Calabash's catalogue contained more than 130 genres, and a similar number of regional breakdowns, from continental (Africa, Europe, etc.), to country specific (Mali, France, India, etc.). The genres ranged from the well known (R&B or salsa) to the obscure (morna or son jarocho).
Some well known independent artists that Calabash had direct licenses with included Omar Sosa, Thomas Mapfumo, and Ashley Maher.

== Licensing ==
Calabash licensed music directly from artists, from labels, and from aggregators. All licenses were non-exclusive.
Some artists that Calabash licensed music from did not have the resources or desire to sign with a record label.
Calabash also licensed music via small independent labels, and dealt with labels based all over the world.

== Web logs ==
Calabash also maintained several blogs.

Global Music Videos: The Calabash Global Music Videos blog contains videos from artists around the world. Most videos are from artists that Calabash has a license to sell music for, although a few are not represented on the website.
Global Music News: The Calabash Global Music News Blog contains content on developments in the global world music community.
Free Single Blog: Every week, Calabash offers 10 songs from 10 artists for free promotional download. The Free Single Blog tracks the free songs and gives other information regarding the artist's work.

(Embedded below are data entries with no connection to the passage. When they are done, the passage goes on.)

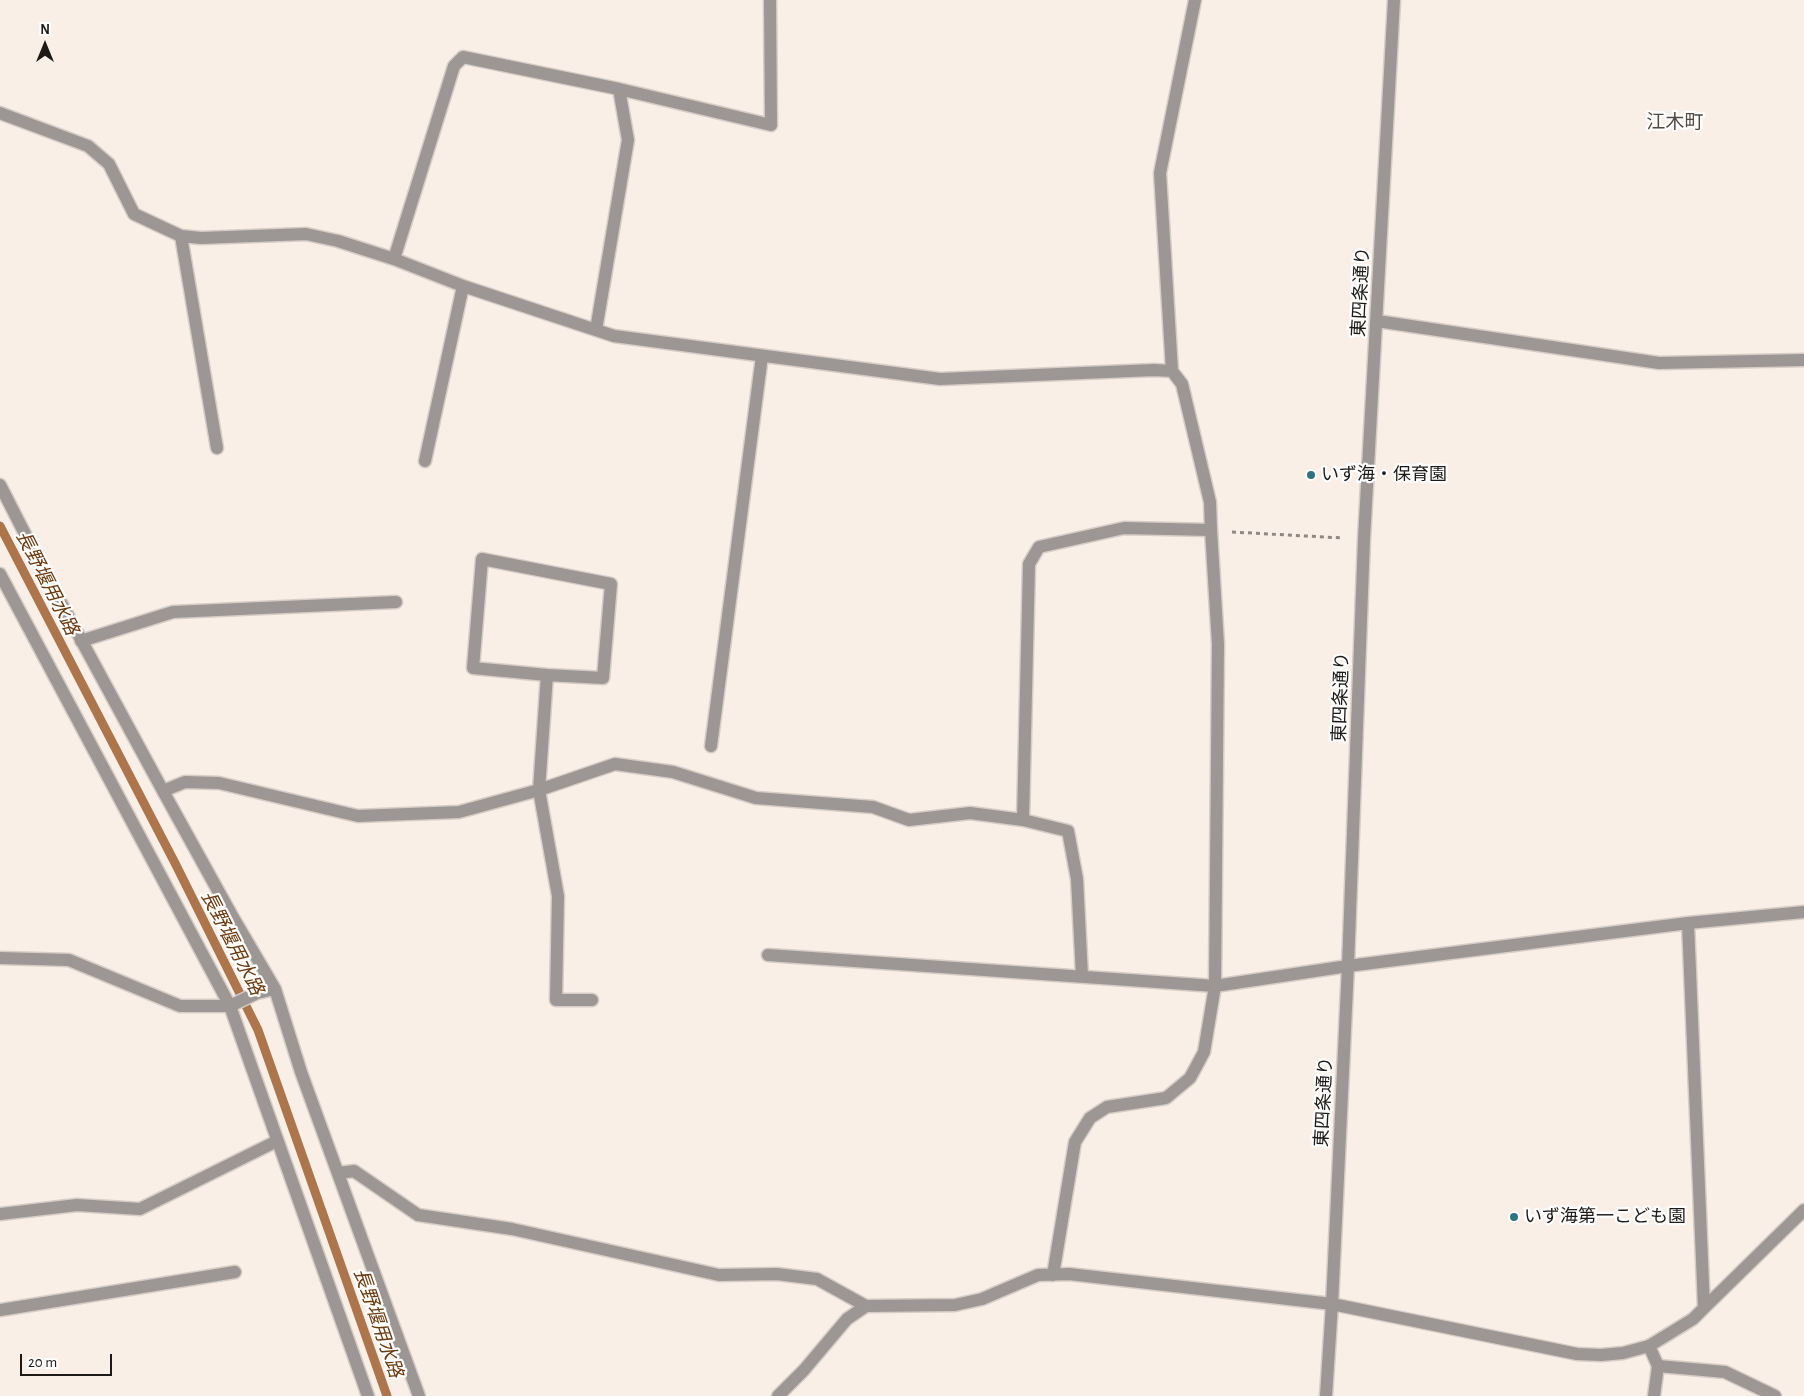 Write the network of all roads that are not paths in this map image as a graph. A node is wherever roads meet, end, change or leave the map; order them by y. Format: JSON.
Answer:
{"nodes":[{"id":1,"x":770,"y":0,"type":"edge"},
{"id":2,"x":1195,"y":0,"type":"edge"},
{"id":3,"x":1394,"y":0,"type":"edge"},
{"id":4,"x":618,"y":89,"type":"junction"},
{"id":5,"x":0,"y":113,"type":"edge"},
{"id":6,"x":181,"y":236,"type":"junction"},
{"id":7,"x":394,"y":259,"type":"junction"},
{"id":8,"x":464,"y":286,"type":"junction"},
{"id":9,"x":1377,"y":321,"type":"junction"},
{"id":10,"x":596,"y":330,"type":"junction"},
{"id":11,"x":762,"y":356,"type":"junction"},
{"id":12,"x":1804,"y":360,"type":"edge"},
{"id":13,"x":1172,"y":371,"type":"junction"},
{"id":14,"x":217,"y":448,"type":"dead end"},
{"id":15,"x":425,"y":461,"type":"dead end"},
{"id":16,"x":0,"y":485,"type":"edge"},
{"id":17,"x":1211,"y":530,"type":"junction"},
{"id":18,"x":0,"y":574,"type":"edge"},
{"id":19,"x":396,"y":602,"type":"dead end"},
{"id":20,"x":81,"y":641,"type":"junction"},
{"id":21,"x":547,"y":675,"type":"junction"},
{"id":22,"x":711,"y":746,"type":"dead end"},
{"id":23,"x":539,"y":790,"type":"junction"},
{"id":24,"x":162,"y":791,"type":"junction"},
{"id":25,"x":1023,"y":820,"type":"junction"},
{"id":26,"x":1804,"y":912,"type":"edge"},
{"id":27,"x":1688,"y":922,"type":"junction"},
{"id":28,"x":768,"y":955,"type":"dead end"},
{"id":29,"x":0,"y":958,"type":"edge"},
{"id":30,"x":1348,"y":966,"type":"junction"},
{"id":31,"x":1082,"y":976,"type":"junction"},
{"id":32,"x":1215,"y":986,"type":"junction"},
{"id":33,"x":275,"y":989,"type":"junction"},
{"id":34,"x":592,"y":1000,"type":"dead end"},
{"id":35,"x":231,"y":1006,"type":"junction"},
{"id":36,"x":277,"y":1141,"type":"junction"},
{"id":37,"x":338,"y":1173,"type":"junction"},
{"id":38,"x":1804,"y":1210,"type":"edge"},
{"id":39,"x":0,"y":1214,"type":"edge"},
{"id":40,"x":235,"y":1272,"type":"dead end"},
{"id":41,"x":1053,"y":1275,"type":"junction"},
{"id":42,"x":1332,"y":1304,"type":"junction"},
{"id":43,"x":866,"y":1306,"type":"junction"},
{"id":44,"x":1704,"y":1308,"type":"junction"},
{"id":45,"x":0,"y":1310,"type":"edge"},
{"id":46,"x":1649,"y":1346,"type":"junction"},
{"id":47,"x":1658,"y":1366,"type":"junction"},
{"id":48,"x":368,"y":1396,"type":"edge"},
{"id":49,"x":419,"y":1396,"type":"edge"},
{"id":50,"x":778,"y":1396,"type":"edge"},
{"id":51,"x":1326,"y":1396,"type":"edge"},
{"id":52,"x":1654,"y":1396,"type":"edge"},
{"id":53,"x":1775,"y":1396,"type":"edge"}],
"edges":[{"from":1,"to":4,"type":"street"},
{"from":2,"to":13,"type":"street"},
{"from":3,"to":9,"type":"street","name":"東四条通り"},
{"from":4,"to":7,"type":"street"},
{"from":4,"to":10,"type":"street"},
{"from":5,"to":6,"type":"street"},
{"from":6,"to":7,"type":"street"},
{"from":6,"to":14,"type":"street"},
{"from":7,"to":8,"type":"street"},
{"from":8,"to":10,"type":"street"},
{"from":8,"to":15,"type":"street"},
{"from":9,"to":12,"type":"street"},
{"from":9,"to":30,"type":"street","name":"東四条通り"},
{"from":10,"to":11,"type":"street"},
{"from":11,"to":13,"type":"street"},
{"from":11,"to":22,"type":"street"},
{"from":13,"to":17,"type":"street"},
{"from":16,"to":20,"type":"street"},
{"from":17,"to":25,"type":"street"},
{"from":17,"to":32,"type":"street"},
{"from":18,"to":35,"type":"street"},
{"from":19,"to":20,"type":"street"},
{"from":20,"to":24,"type":"street"},
{"from":21,"to":21,"type":"street"},
{"from":21,"to":23,"type":"street"},
{"from":23,"to":24,"type":"street"},
{"from":23,"to":25,"type":"street"},
{"from":23,"to":34,"type":"street"},
{"from":24,"to":33,"type":"street"},
{"from":25,"to":31,"type":"street"},
{"from":26,"to":27,"type":"street"},
{"from":27,"to":30,"type":"street"},
{"from":27,"to":44,"type":"street"},
{"from":28,"to":31,"type":"street"},
{"from":29,"to":35,"type":"street"},
{"from":30,"to":32,"type":"street"},
{"from":30,"to":42,"type":"street","name":"東四条通り"},
{"from":31,"to":32,"type":"street"},
{"from":32,"to":41,"type":"street"},
{"from":33,"to":35,"type":"street"},
{"from":33,"to":37,"type":"street"},
{"from":35,"to":36,"type":"street"},
{"from":36,"to":39,"type":"street"},
{"from":36,"to":48,"type":"street"},
{"from":37,"to":43,"type":"street"},
{"from":37,"to":49,"type":"street"},
{"from":38,"to":44,"type":"street"},
{"from":40,"to":45,"type":"street"},
{"from":41,"to":42,"type":"street"},
{"from":41,"to":43,"type":"street"},
{"from":42,"to":46,"type":"street"},
{"from":42,"to":51,"type":"street","name":"東四条通り"},
{"from":43,"to":50,"type":"street"},
{"from":44,"to":46,"type":"street"},
{"from":46,"to":47,"type":"street"},
{"from":47,"to":52,"type":"street"},
{"from":47,"to":53,"type":"street"}]} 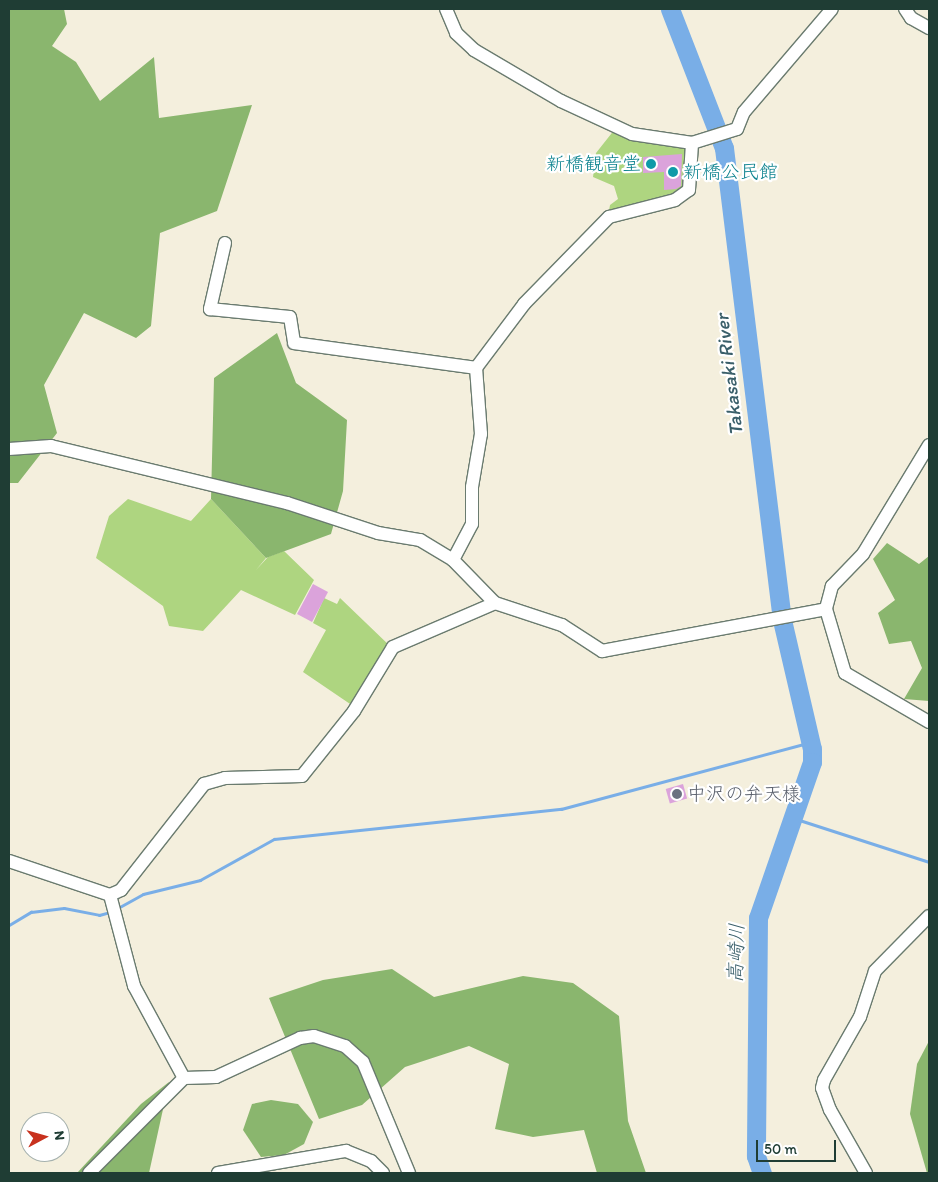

== Tune Your World campaign ==
Calabash had a campaign entitled 'Tune Your World.' The aim of the campaign was to give aid to Africa through the support of African artists. The campaign worked with artists engaged in their community to create change in the domains of health, community, and peace.

Musicians featured in the campaign included Sierra Leone Refugee All Stars, Afrobeat Sudan Aid Project, Stop Excision Project, Zola, The Mutubambile Orphan Choir.

== Relationship with National Geographic ==
National Geographic partnered up with Calabash Music (as well as the Public Radio International show, Afropop Worldwide, the satellite channel LinkTV, and Global Rhythm magazine) to launch its world music store. The partnership uses Calabash's catalogue to popularize the site worldmusic.NationalGeographic.com

Like the main site of Calabash Music, the National Geographic World Music allowed users to access music by artist, region or genre.